## The data
↓
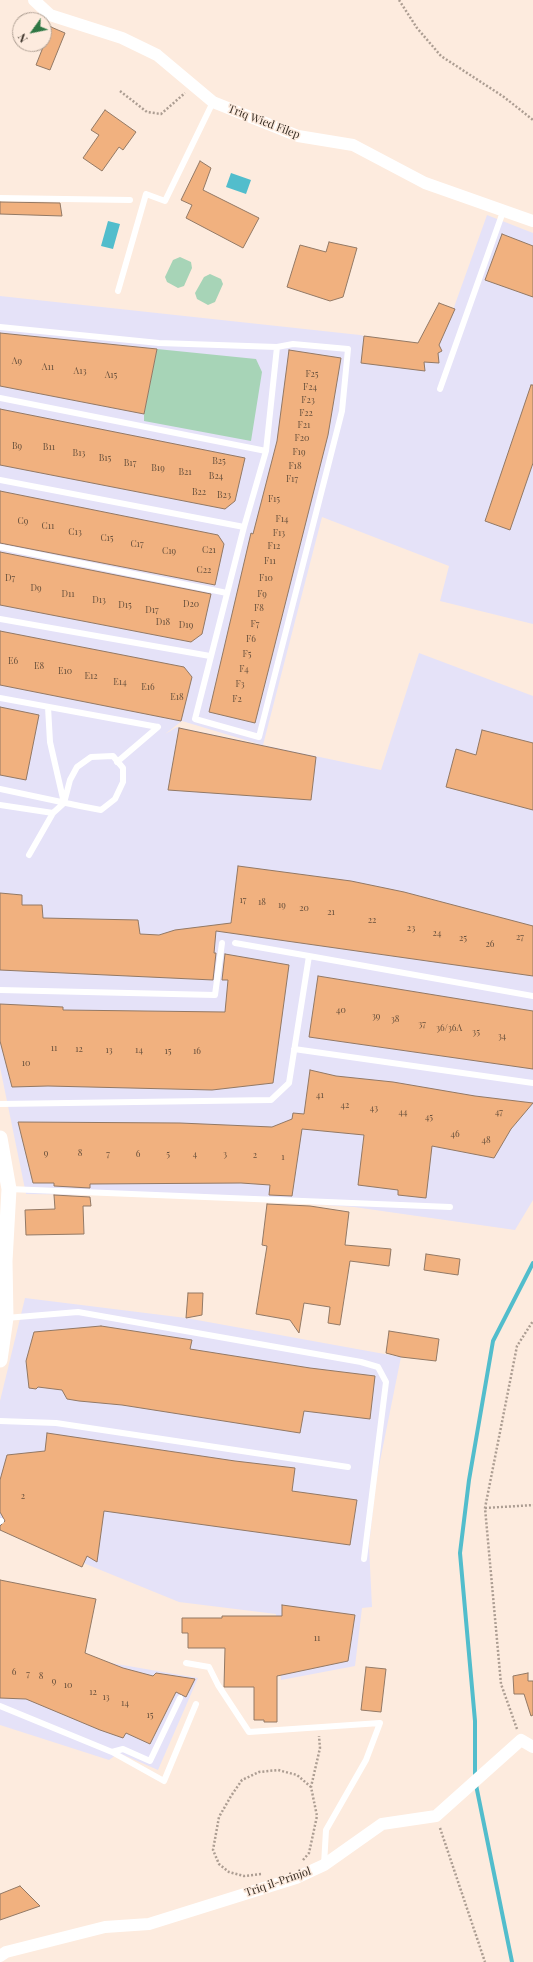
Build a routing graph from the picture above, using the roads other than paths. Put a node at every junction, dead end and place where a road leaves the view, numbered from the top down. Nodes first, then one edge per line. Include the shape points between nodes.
1 (34, 0) edge
2 (213, 102) junction
3 (0, 198) edge
4 (130, 200) dead end
5 (504, 209) junction
6 (533, 221) edge
7 (118, 291) dead end
8 (0, 327) edge
9 (277, 347) junction
10 (440, 389) dead end
11 (0, 398) edge
12 (266, 450) junction
13 (0, 480) edge
14 (244, 527) junction
15 (0, 547) edge
16 (227, 593) junction
17 (0, 619) edge
18 (210, 656) junction
19 (0, 698) edge
20 (48, 707) junction
21 (117, 762) junction
22 (0, 789) edge
23 (64, 803) junction
24 (0, 805) edge
25 (53, 813) junction
26 (29, 855) dead end
27 (222, 943) dead end
28 (235, 943) dead end
29 (309, 956) junction
30 (0, 990) edge
31 (533, 996) edge
32 (294, 1049) junction
33 (533, 1084) edge
34 (0, 1104) edge
35 (0, 1138) edge
36 (9, 1189) junction
37 (450, 1207) dead end
38 (6, 1318) junction
39 (0, 1360) edge
40 (0, 1422) edge
41 (348, 1467) dead end
42 (364, 1559) dead end
43 (186, 1663) dead end
44 (180, 1698) dead end
45 (196, 1704) dead end
46 (0, 1706) edge
47 (533, 1747) edge
48 (112, 1752) junction
49 (324, 1865) junction
50 (0, 1956) edge

1 - 2 street, Triq Wied Filep via 50,15 122,38 157,55
2 - 5 street, Triq Wied Filep via 298,136 353,145 425,183
2 - 7 lane via 165,201 146,194
3 - 4 lane
5 - 6 street, Triq Wied Filep
5 - 10 lane
8 - 9 lane via 159,343
9 - 12 lane
9 - 18 lane via 293,344 348,349 342,411 259,737 194,719
11 - 12 lane
12 - 14 lane
13 - 14 lane
14 - 16 lane
15 - 16 lane
16 - 18 lane
17 - 18 lane
19 - 20 lane
20 - 21 lane via 158,727
20 - 23 lane via 50,742
21 - 23 lane via 112,756 91,757 77,767 70,780
21 - 23 lane via 123,768 123,782 115,800 101,810
22 - 23 lane
23 - 25 lane
24 - 25 lane
25 - 26 lane
27 - 30 lane via 215,995
28 - 29 lane
29 - 31 lane
29 - 32 lane
32 - 33 lane
32 - 34 lane via 289,1083 271,1100
35 - 36 street
36 - 37 lane
36 - 38 street
38 - 39 street
38 - 42 lane via 78,1312 378,1367 386,1382
40 - 41 lane via 56,1423
43 - 49 lane via 209,1667 249,1732 380,1723 366,1760 326,1830
44 - 48 lane via 150,1761 123,1749
45 - 48 lane via 164,1781
46 - 48 lane
47 - 49 street, Triq il-Prinjol via 522,1740 436,1816 382,1824
49 - 50 street, Triq il-Prinjol via 296,1878 149,1924 105,1927 6,1952

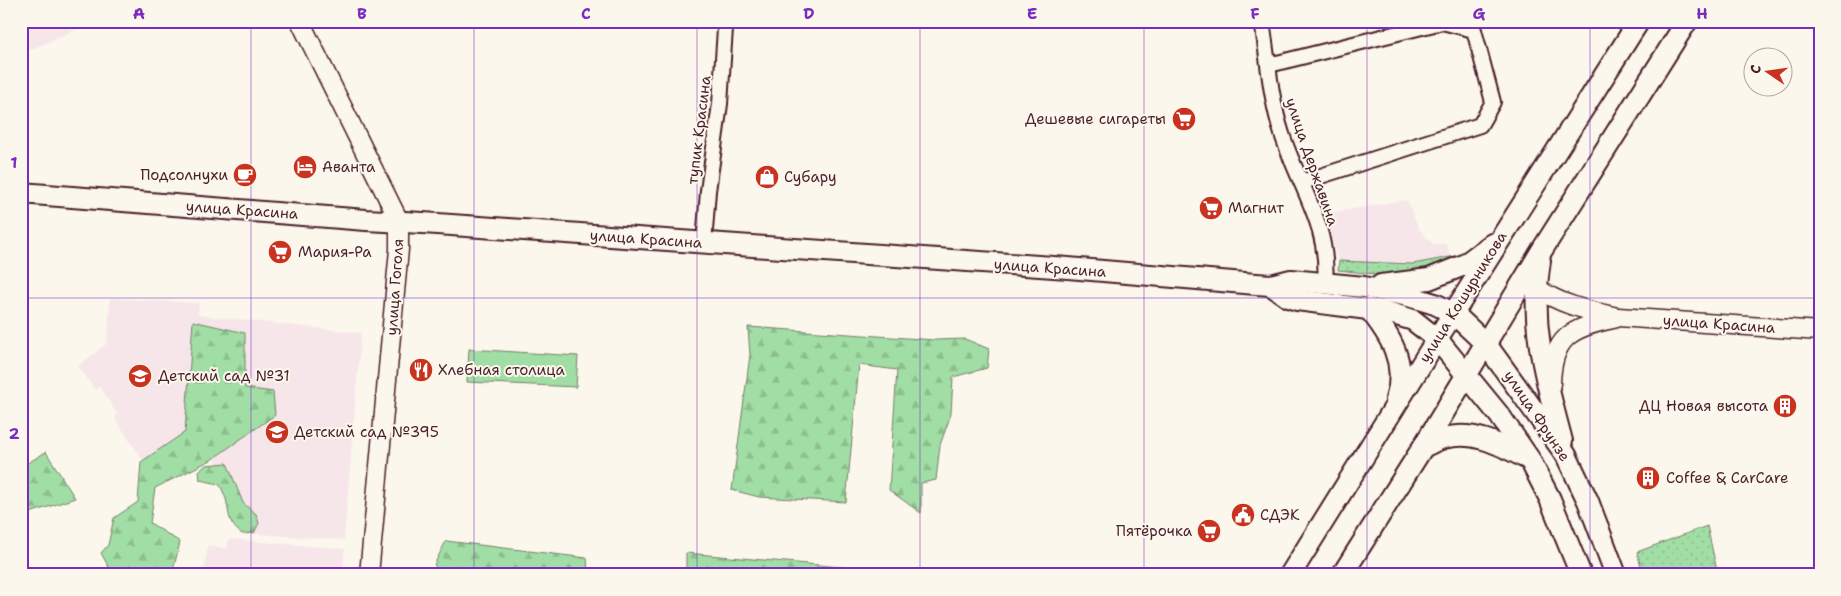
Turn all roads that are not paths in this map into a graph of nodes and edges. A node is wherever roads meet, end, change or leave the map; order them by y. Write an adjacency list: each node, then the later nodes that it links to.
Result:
1 (300, 21): 9 (street, улица Гоголя)
2 (728, 21): 11 (street, тупик Красина)
3 (1262, 21): 6 (street, улица Державина)
4 (1639, 21): 10 (main road, улица Кошурникова)
5 (1687, 21): 12 (main road)
6 (1269, 65): 7 (street, улица Державина); 7 (street)
7 (1302, 182): 13 (street, улица Державина)
8 (21, 193): 9 (main road, улица Красина)
9 (399, 221): 11 (main road, улица Красина); 29 (street, улица Гоголя)
10 (1502, 237): 15 (main road); 18 (main road, улица Кошурникова)
11 (704, 243): 14 (main road, улица Красина)
12 (1542, 250): 16 (main road); 22 (main road)
13 (1325, 283): 14 (main road, улица Красина); 15 (main road, улица Красина)
14 (1271, 285): 17 (main road, улица Красина)
15 (1364, 287): 18 (main road, улица Красина)
16 (1536, 287): 19 (street, улица Красина); 24 (main road)
17 (1368, 308): 21 (main road, улица Красина); 25 (main road)
18 (1453, 313): 21 (main road, улица Кошурникова); 22 (main road, улица Фрунзе)
19 (1618, 317): 20 (street, улица Красина); 24 (street, улица Красина)
20 (1820, 331)
21 (1437, 339): 23 (main road, улица Фрунзе); 25 (main road, улица Кошурникова)
22 (1486, 344): 23 (main road); 27 (main road, улица Фрунзе)
23 (1466, 375): 26 (main road); 28 (main road, улица Фрунзе)
24 (1550, 395): 27 (main road)
25 (1392, 412): 30 (main road, улица Кошурникова)
26 (1423, 447): 28 (main road); 31 (main road)
27 (1566, 455): 33 (main road, улица Фрунзе)
28 (1530, 460): 32 (main road, улица Фрунзе)
29 (369, 575)
30 (1290, 575)
31 (1342, 575)
32 (1582, 575)
33 (1616, 575)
↑
## Task brief
In the entries above, find each line with "paths" and list it.

## Output below
Build a routing graph from the picture above, using the roads other than paths. Put a node at every junction, dead end and place where a road leaves the view, numbered from the top down. Nodes first, then one edge per line. Include the shape points between nodes.
Turn all roads that are not paths in this map into a graph of nodes and edges. A node is wherever roads meet, end, change or leave the map; order them by y. Write an adjacency list: each node, then the later nodes that it links to.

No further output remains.